How to calculate sum of numbers separated by a special symbol?

Question

Suppose I have a string containing the following:

'*as**4fgdfgd*vv**6fdfd5***5'

String contains numbers, letters, and a special symbol such as an asterisk.

• I need to find the sum of numbers (4,6) (5,5) separated by asterisk.
• The number of asterisks between two numbers must be equal to 3.
• Return True if sum of every pair is equal to 10.

Examples:

• *as**4fgdfgd*vv**6fdfd5***5 returns True.
• ssss*0***10jkj* **0***10 returns True.
• 5***5***5 returns True because there 3 asterisks between the numbers and sum equals 10.
• 8**‍‍‍‌‍‌‌‌‌‌‌‍‌‍‍‌‍‍2 returns False

My Code So far:

my_str = "*as**4fgdfgd*vv**6fdfd5***5"

my_digits = [int(x) for x in my_str if x.isnumeric()]

print(sum(my_digits))

Answer 1

You can use a regex to find pairs of numbers that are separated by 3 asterisks, then convert the found numbers to int and add them, returning true if all pairs add to 10. Note that because you want overlapping matches, we need to use a lookahead as described in this question.

def all_tens(my_str):
    pairs = re.findall(r'(?=(?<!\d)(\d+)(?:[^*\d]*\*){3}[^*\d]*(\d+))', my_str)
    return len(pairs) > 0 and all(sum(map(int, pair)) == 10 for pair in pairs)

strs = [
 '*as**4fgdfgd*vv**6fdfd5***5', 'ssss*0***10jkj* **0***10', '5***5***5', '8**‍‍‍‌‍‌‌‌‌‌‌‍‌‍‍‌‍‍2', '5***5***4'
]
for s in strs:
    print(f'{s} : {all_tens(s)}')

Output:

*as**4fgdfgd*vv**6fdfd5***5 : True
ssss*0***10jkj* **0***10 : True
5***5***5 : True
8**2 : False
5***5***4 : False

Regex explanation:

(?=(?<!\d)(\d+)(?:[^*\d]*\*){3}[^*\d]*(\d+)(?!\d))
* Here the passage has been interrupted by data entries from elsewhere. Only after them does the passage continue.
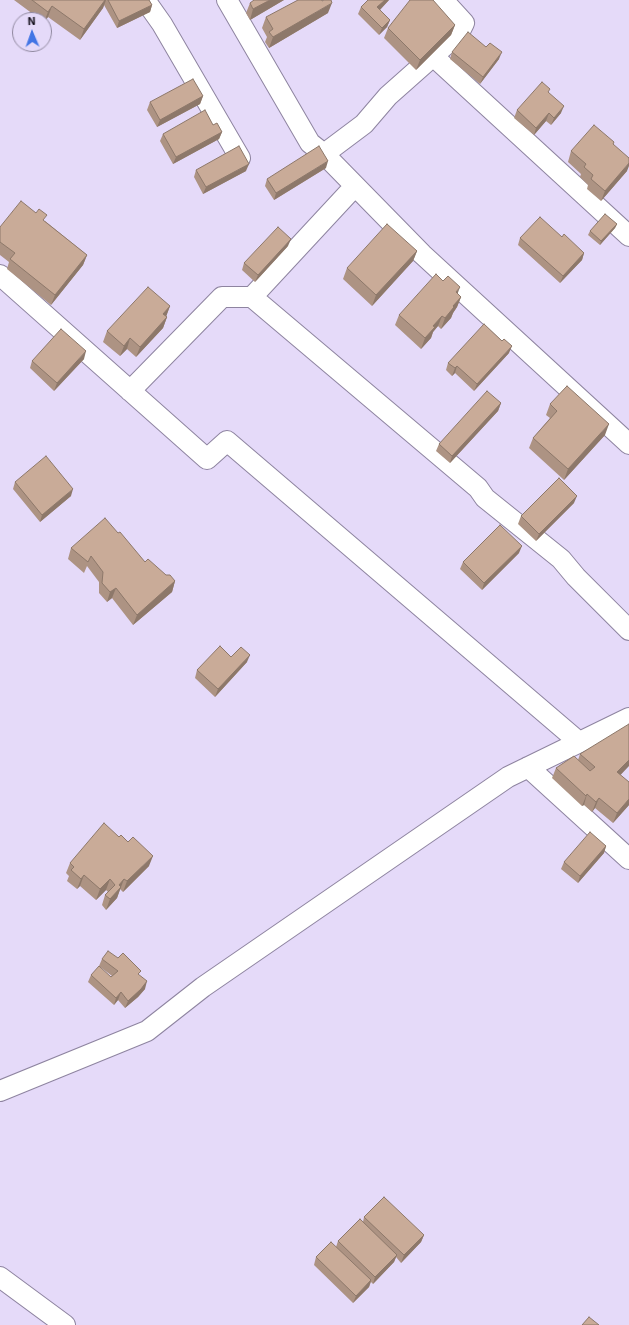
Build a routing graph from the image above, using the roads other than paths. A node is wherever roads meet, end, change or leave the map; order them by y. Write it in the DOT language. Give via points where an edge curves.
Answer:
graph roads {
  1 [pos="145,0"];
  2 [pos="227,0"];
  3 [pos="443,0"];
  4 [pos="433,56"];
  5 [pos="324,154"];
  6 [pos="240,158"];
  7 [pos="355,186"];
  8 [pos="629,236"];
  9 [pos="0,275"];
  10 [pos="252,297"];
  11 [pos="130,391"];
  12 [pos="629,444"];
  13 [pos="629,630"];
  14 [pos="629,718"];
  15 [pos="579,742"];
  16 [pos="528,767"];
  17 [pos="629,859"];
  18 [pos="0,1091"];
  19 [pos="0,1277"];
  20 [pos="65,1325"];
  1 -- 6 [label="street" via="162,24"];
  2 -- 5 [label="street" via="310,143"];
  3 -- 4 [label="street" via="464,23 459,33"];
  4 -- 5 [label="street" via="388,96 364,124"];
  4 -- 8 [label="street"];
  5 -- 7 [label="street"];
  7 -- 10 [label="street"];
  7 -- 12 [label="street" via="422,254"];
  9 -- 11 [label="street"];
  10 -- 11 [label="street" via="222,297"];
  10 -- 13 [label="street" via="478,488 485,498 561,559"];
  11 -- 15 [label="street" via="207,459 227,441"];
  14 -- 15 [label="street"];
  15 -- 16 [label="street"];
  16 -- 17 [label="street"];
  16 -- 18 [label="street" via="508,777 216,978 146,1032"];
  19 -- 20 [label="street"];
}
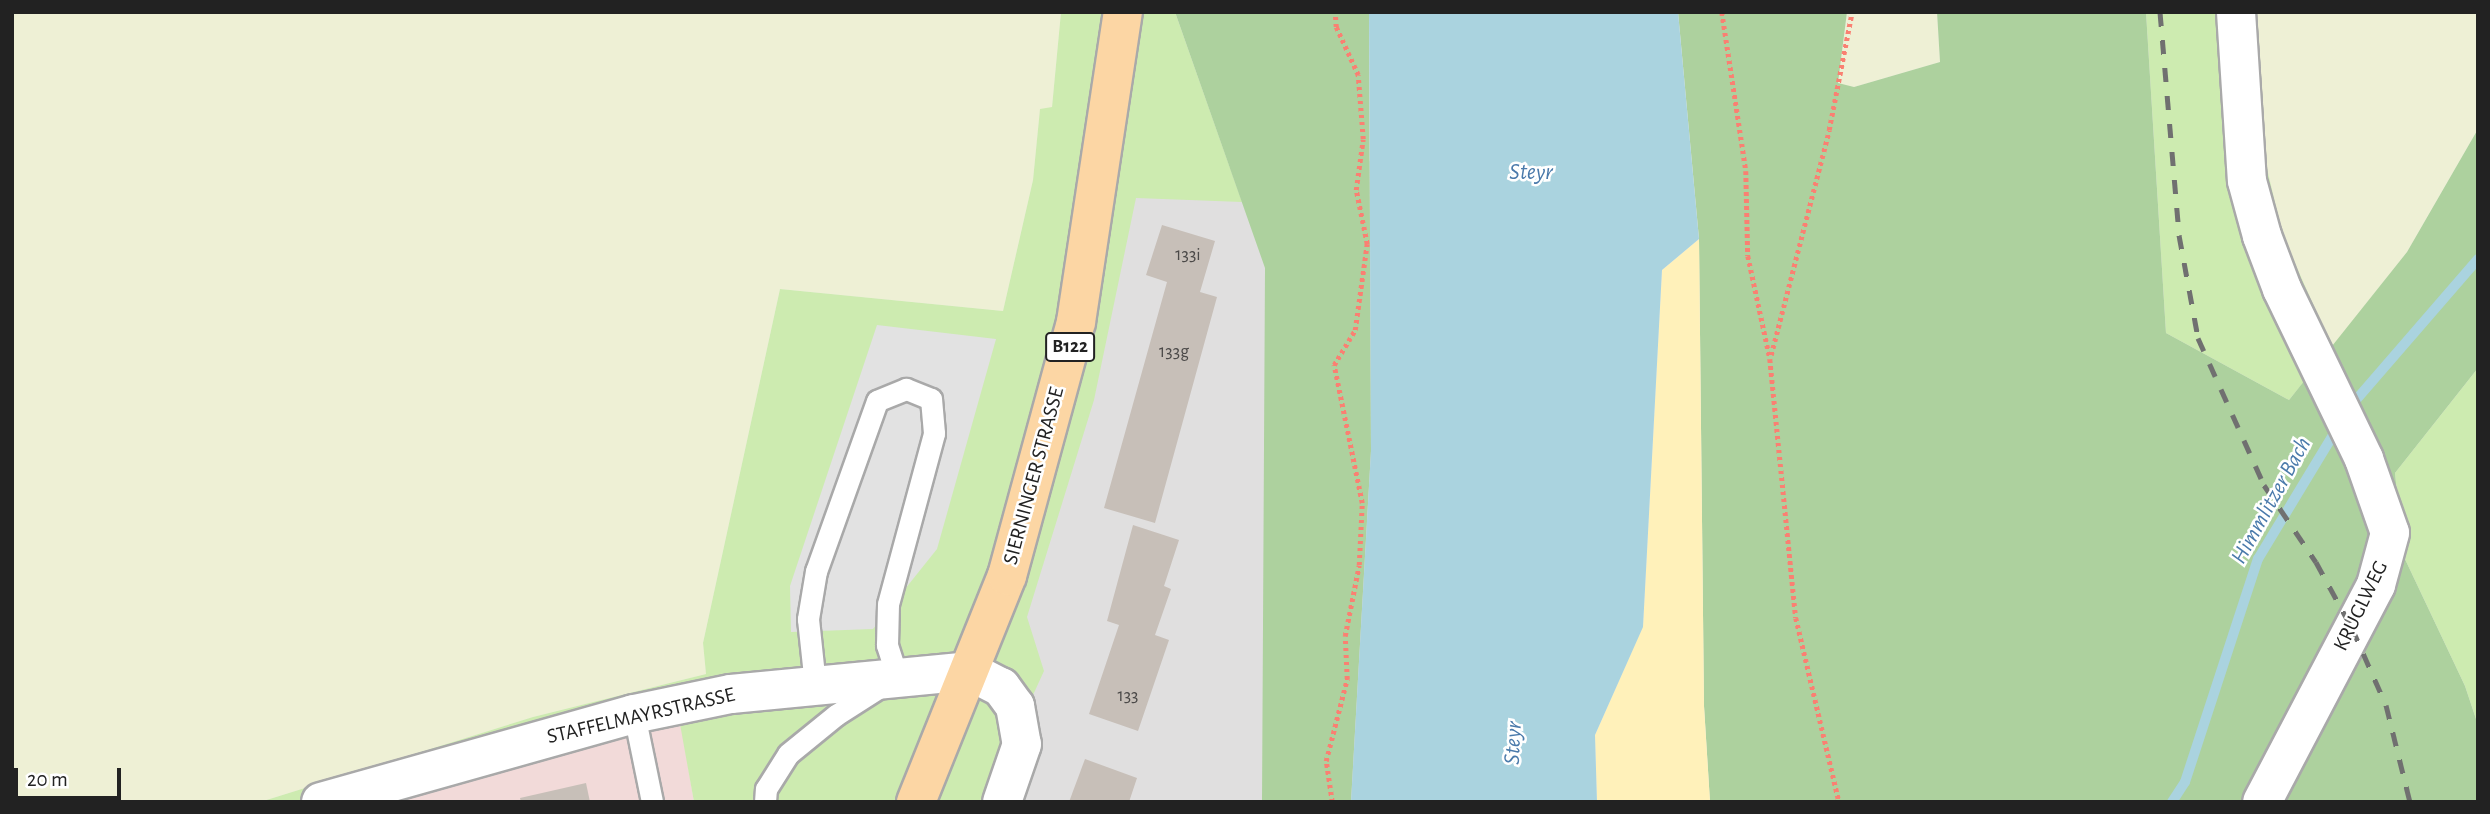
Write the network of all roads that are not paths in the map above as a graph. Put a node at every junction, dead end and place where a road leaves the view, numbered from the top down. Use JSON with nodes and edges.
{"nodes":[{"id":1,"x":1123,"y":12,"type":"edge"},
{"id":2,"x":2236,"y":12,"type":"edge"},
{"id":3,"x":969,"y":671,"type":"junction"},
{"id":4,"x":897,"y":677,"type":"junction"},
{"id":5,"x":815,"y":684,"type":"junction"},
{"id":6,"x":634,"y":714,"type":"junction"},
{"id":7,"x":321,"y":802,"type":"edge"},
{"id":8,"x":652,"y":802,"type":"edge"},
{"id":9,"x":765,"y":802,"type":"edge"},
{"id":10,"x":916,"y":802,"type":"edge"},
{"id":11,"x":1002,"y":802,"type":"edge"},
{"id":12,"x":2262,"y":802,"type":"edge"}],
"edges":[{"from":1,"to":3,"type":"main road","name":"SIERNINGER STRASSE","number":"B122"},
{"from":2,"to":12,"type":"street","name":"KRUGLWEG"},
{"from":3,"to":4,"type":"street","name":"STAFFELMAYRSTRASSE"},
{"from":3,"to":10,"type":"main road","name":"SIERNINGER STRASSE","number":"B122"},
{"from":3,"to":11,"type":"street"},
{"from":4,"to":5,"type":"street","name":"STAFFELMAYRSTRASSE"},
{"from":4,"to":5,"type":"lane"},
{"from":4,"to":9,"type":"lane"},
{"from":5,"to":6,"type":"street","name":"STAFFELMAYRSTRASSE"},
{"from":6,"to":7,"type":"street","name":"STAFFELMAYRSTRASSE"},
{"from":6,"to":8,"type":"lane"}]}
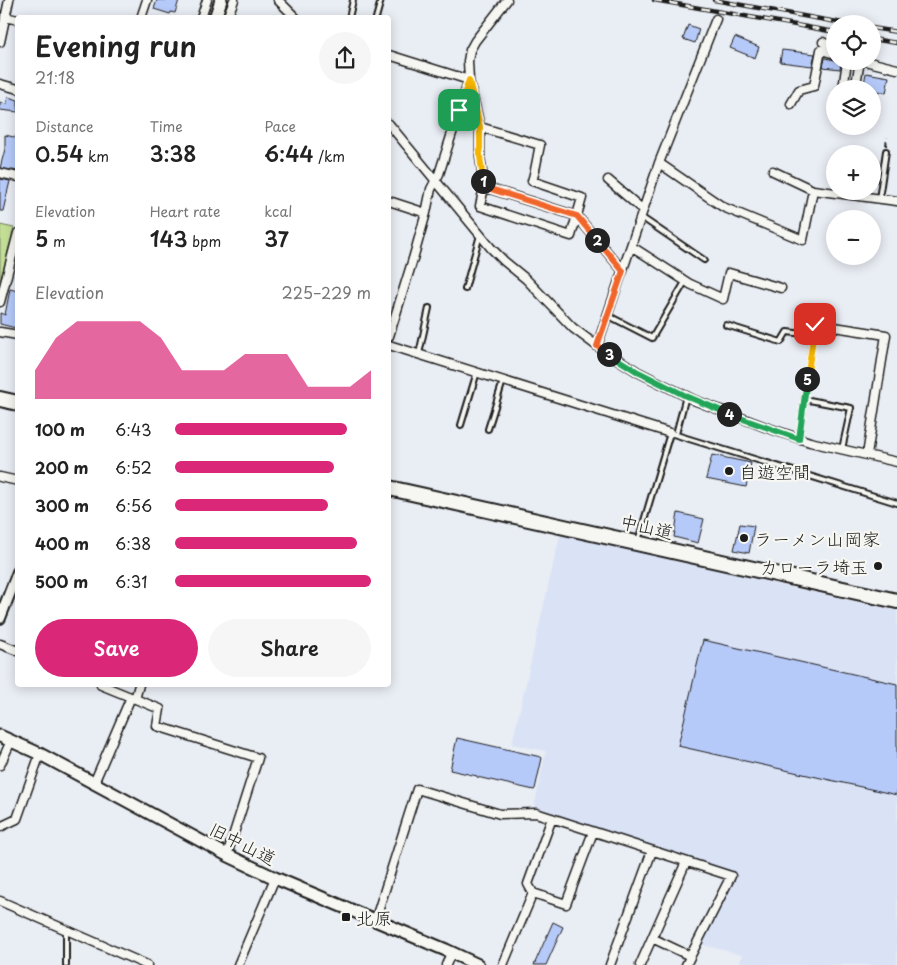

• (?= a lookahead (we use this to allow overlapping matches)
• (?<!\d) the preceding character must not be a digit
• (\d+) some digits, captured in group 1
• (?:[^*\d]*\*){3} 3 sets of an asterisk, which may be preceded by some number of characters which are neither asterisks or digits
• [^*\d]* some number of characters which are not asterisk or digits
• (\d+) some digits, captured in group 2